What the exercise asks:
Where "graph" occurs in a line of the entries below, copy that line.

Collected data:

★ ★ ★ ★

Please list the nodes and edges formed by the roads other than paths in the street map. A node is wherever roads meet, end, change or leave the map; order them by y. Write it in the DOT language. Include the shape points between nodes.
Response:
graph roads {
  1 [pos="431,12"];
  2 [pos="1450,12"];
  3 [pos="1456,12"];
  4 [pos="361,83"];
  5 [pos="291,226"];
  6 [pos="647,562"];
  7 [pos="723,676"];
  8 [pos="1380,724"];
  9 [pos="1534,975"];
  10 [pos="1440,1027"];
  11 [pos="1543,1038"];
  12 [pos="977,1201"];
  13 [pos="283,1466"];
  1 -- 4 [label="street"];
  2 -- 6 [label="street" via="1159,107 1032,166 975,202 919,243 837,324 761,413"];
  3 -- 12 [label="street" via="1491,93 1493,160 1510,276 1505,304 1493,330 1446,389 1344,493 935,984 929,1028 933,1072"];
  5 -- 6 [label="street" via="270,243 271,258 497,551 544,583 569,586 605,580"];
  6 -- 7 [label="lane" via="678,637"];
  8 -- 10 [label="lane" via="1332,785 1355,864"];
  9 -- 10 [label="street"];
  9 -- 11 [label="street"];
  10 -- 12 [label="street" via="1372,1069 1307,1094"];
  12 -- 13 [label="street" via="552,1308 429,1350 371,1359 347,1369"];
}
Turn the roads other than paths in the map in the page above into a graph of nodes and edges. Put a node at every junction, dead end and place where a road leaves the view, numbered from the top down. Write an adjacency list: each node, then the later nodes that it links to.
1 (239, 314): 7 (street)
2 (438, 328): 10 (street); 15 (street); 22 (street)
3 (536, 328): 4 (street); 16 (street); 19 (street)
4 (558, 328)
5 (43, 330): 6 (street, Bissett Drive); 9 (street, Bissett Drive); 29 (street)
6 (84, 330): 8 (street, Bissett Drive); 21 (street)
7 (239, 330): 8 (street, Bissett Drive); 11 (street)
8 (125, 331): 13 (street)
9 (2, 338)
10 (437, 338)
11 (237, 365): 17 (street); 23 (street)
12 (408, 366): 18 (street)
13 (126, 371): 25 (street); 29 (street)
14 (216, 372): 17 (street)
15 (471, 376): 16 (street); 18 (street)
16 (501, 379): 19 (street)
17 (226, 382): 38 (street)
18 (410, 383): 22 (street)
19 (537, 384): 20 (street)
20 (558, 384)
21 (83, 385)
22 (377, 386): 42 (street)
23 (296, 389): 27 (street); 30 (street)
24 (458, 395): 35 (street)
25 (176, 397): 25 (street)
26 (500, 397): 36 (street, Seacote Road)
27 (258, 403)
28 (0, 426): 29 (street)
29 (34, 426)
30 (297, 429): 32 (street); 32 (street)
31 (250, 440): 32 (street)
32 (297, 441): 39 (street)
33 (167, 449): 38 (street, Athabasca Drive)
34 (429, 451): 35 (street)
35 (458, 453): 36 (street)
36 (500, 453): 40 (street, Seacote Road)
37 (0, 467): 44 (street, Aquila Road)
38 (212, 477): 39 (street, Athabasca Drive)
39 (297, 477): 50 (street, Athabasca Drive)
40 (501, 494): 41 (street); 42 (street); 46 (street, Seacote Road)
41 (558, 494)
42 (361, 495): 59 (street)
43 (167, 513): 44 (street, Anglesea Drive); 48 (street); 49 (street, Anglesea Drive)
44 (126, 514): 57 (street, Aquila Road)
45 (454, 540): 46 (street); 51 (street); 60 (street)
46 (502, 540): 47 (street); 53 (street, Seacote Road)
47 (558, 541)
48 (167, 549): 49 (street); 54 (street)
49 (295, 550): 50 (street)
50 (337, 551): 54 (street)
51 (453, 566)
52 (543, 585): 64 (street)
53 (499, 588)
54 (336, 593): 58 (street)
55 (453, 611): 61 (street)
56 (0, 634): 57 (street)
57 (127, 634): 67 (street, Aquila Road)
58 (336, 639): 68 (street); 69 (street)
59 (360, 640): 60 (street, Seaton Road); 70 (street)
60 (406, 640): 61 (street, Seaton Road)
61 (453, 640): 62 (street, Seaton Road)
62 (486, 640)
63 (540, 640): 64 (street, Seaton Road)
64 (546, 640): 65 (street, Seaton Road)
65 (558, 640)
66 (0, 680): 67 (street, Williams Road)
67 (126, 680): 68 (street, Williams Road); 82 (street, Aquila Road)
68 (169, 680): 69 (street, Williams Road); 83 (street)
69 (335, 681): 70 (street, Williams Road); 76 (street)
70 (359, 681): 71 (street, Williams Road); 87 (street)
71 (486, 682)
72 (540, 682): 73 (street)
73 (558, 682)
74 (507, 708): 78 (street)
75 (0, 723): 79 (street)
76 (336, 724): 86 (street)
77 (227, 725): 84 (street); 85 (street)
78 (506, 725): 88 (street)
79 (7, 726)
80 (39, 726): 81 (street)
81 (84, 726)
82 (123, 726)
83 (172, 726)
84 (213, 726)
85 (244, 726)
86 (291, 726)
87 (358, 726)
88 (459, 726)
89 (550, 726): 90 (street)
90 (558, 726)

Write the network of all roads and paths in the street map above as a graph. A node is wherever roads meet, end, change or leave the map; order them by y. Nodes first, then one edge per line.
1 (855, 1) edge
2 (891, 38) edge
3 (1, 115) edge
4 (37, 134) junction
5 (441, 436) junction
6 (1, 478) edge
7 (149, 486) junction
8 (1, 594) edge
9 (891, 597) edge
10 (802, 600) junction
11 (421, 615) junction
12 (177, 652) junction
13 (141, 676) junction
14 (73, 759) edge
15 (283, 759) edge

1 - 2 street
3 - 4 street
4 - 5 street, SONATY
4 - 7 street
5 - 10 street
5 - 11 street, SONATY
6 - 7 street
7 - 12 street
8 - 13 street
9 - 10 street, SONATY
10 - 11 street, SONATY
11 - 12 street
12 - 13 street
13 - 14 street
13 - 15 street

★ ★ ★ ★

Your response:
graph roads {
Turn the roads other than paths in the map in the page above into a graph of nodes and edges. Put a node at every junction, dead end and place where a road leaves the view, numbered from the top down. Write an adjacency list: each node, then the later nodes that it links to.
Write the network of all roads and paths in the street map above as a graph. A node is wherever roads meet, end, change or leave the map; order them by y. Nodes first, then one edge per line.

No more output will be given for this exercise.